If a page is noindexed for a long period of time, crawling will slow down
Having a page set to noindex for a long time will cause Google’s crawling for it to slow down. Once a page is indexable again, crawling will pick up again, but it can take time for that initial recrawling to happen. He also mentioned that Search Console reports can show a worse situation than it actually is but you can use things like sitemaps and internal linking to speed up recrawling of them.
Merchant Center feeds can help eCommerce sites keep Google current when items go out of stock
Creating a Google Merchant Center feed is recommended for e-commerce sites that have items regularly going in and out of stock.

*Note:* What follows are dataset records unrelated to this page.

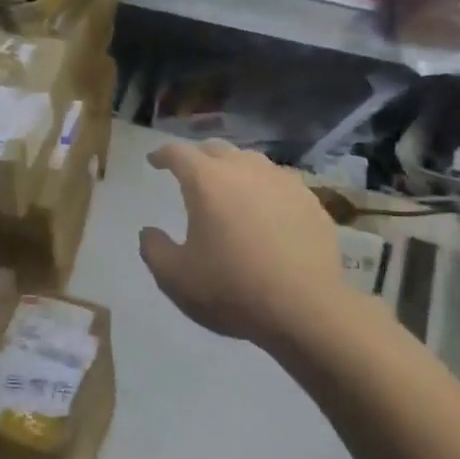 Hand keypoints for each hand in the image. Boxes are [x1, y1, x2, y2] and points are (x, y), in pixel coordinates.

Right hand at [140, 140, 344, 345]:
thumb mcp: (175, 278)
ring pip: (251, 162)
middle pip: (216, 149)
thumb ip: (154, 249)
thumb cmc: (232, 289)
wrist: (306, 309)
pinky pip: (280, 184)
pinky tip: (267, 211)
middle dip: (198, 157)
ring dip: (234, 169)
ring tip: (230, 189)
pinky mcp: (310, 201)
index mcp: (206, 181)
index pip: (178, 153)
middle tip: (191, 173)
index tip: (154, 161)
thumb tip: (149, 232)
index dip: (162, 155)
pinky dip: (265, 190)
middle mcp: (244, 169)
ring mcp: (282, 181)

This helps Google stay up-to-date by sending signals around product status and means that Google doesn’t need to depend on recrawling your webpages to detect and reflect updates to your product availability.

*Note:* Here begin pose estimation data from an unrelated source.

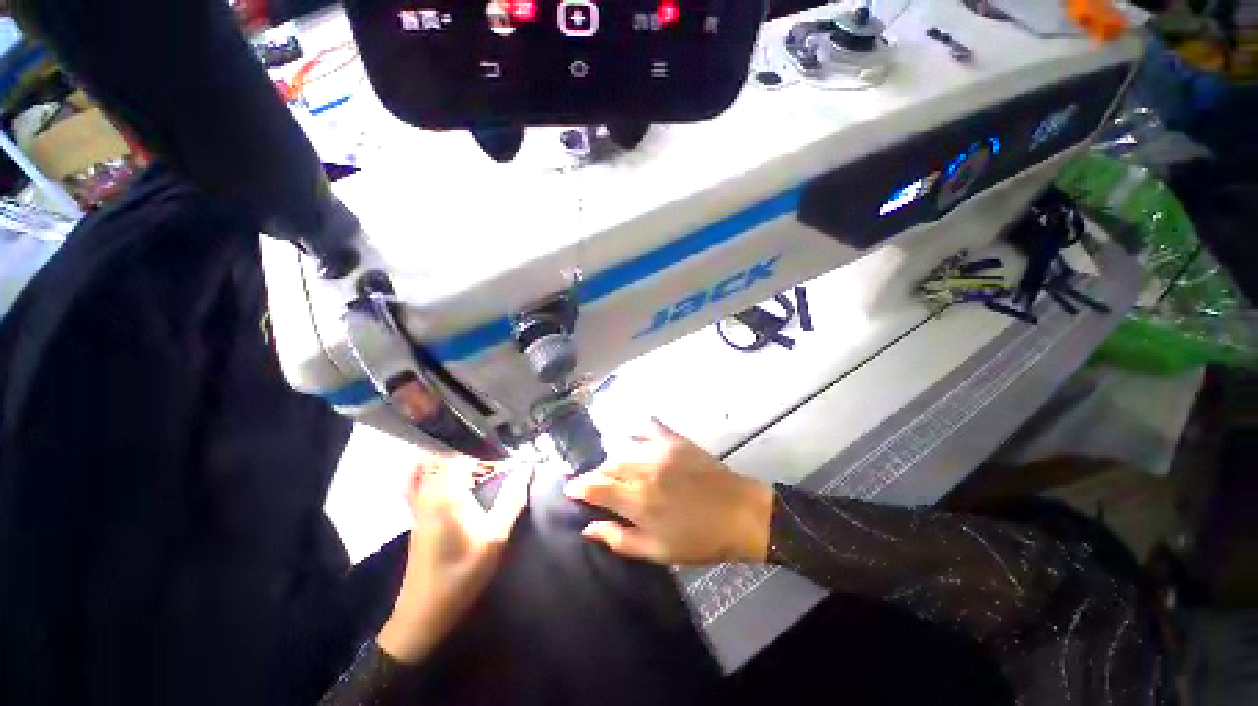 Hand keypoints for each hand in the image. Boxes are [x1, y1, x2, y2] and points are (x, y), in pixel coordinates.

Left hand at [376, 458, 530, 663]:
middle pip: (448, 457)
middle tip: (497, 470)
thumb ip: (512, 498)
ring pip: (431, 467)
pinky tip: (452, 482)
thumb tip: (527, 468)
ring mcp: (418, 504)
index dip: (489, 457)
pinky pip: (419, 481)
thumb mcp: (495, 537)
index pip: (467, 457)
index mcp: (447, 493)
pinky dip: (433, 472)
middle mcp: (429, 492)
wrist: (423, 613)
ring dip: (456, 463)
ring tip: (479, 474)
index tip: (509, 466)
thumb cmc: (462, 573)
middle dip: (474, 458)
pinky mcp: (416, 516)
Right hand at [564, 419, 772, 564]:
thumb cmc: (699, 540)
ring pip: (622, 447)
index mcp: (638, 502)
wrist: (739, 513)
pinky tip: (632, 434)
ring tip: (613, 467)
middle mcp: (644, 471)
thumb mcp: (658, 552)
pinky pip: (649, 426)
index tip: (570, 489)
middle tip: (595, 483)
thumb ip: (619, 539)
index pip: (596, 487)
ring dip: (612, 457)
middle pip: (607, 465)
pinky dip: (636, 429)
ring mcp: (660, 451)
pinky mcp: (674, 440)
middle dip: (595, 475)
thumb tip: (589, 527)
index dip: (578, 487)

How to encourage Google to recrawl ‘back in stock’ product pages with internal linking
For eCommerce websites, it’s recommended to keep URLs live when a product temporarily goes out of stock. To encourage re-crawling by search engines once the item is back in stock, John suggests only temporarily removing internal links to the product page while the product is out of stock and then re-linking to it once the item is back. Deliberate internal linking (such as including internal links from the homepage) can give Google the best opportunity of finding and recrawling the page quickly.
The URL parameter tool does not prevent pages from being crawled
John explained that any URLs set to be ignored within the URL Parameter tool may still be crawled, albeit at a much slower rate. Parameter rules set in the tool can also help Google to make decisions on which canonical tags should be followed.
Removing Low Quality Pages Takes Months to Impact Crawling and Site Quality
Removing low-quality pages from your site may have a positive impact on crawling the rest of the site, but could take 3-9 months until you see changes in crawling which can be measured using log files. Improvements in the overall site quality may take even longer to have an impact. It’s unusual to have any negative impact from removing cruft content.
Average Fetch Time May be Affected by Groups of Slower Pages
If Google is spending more time crawling a particular group of slow pages then it may make the average fetch time and crawled data look worse.
Rendered Page Resources Are Included in Google’s Crawl Rate
The resources that Google fetches when they render a page are included in Google’s crawling budget and reported in the Crawl Stats data in Search Console.
Algorithm Changes May Result in Changes to Crawl Rate
The number of pages which Google wants to crawl may change during algorithm changes, which may be due to some pages being considered less important to show in search results, or from crawling optimization improvements.
Specify Timezone Formats Consistently Across Site & Sitemaps
Google is able to understand different timezone formats, for example, UTC vs GMT. However, it’s important to use one timezone format consistently across a site and its sitemaps to avoid confusing Google.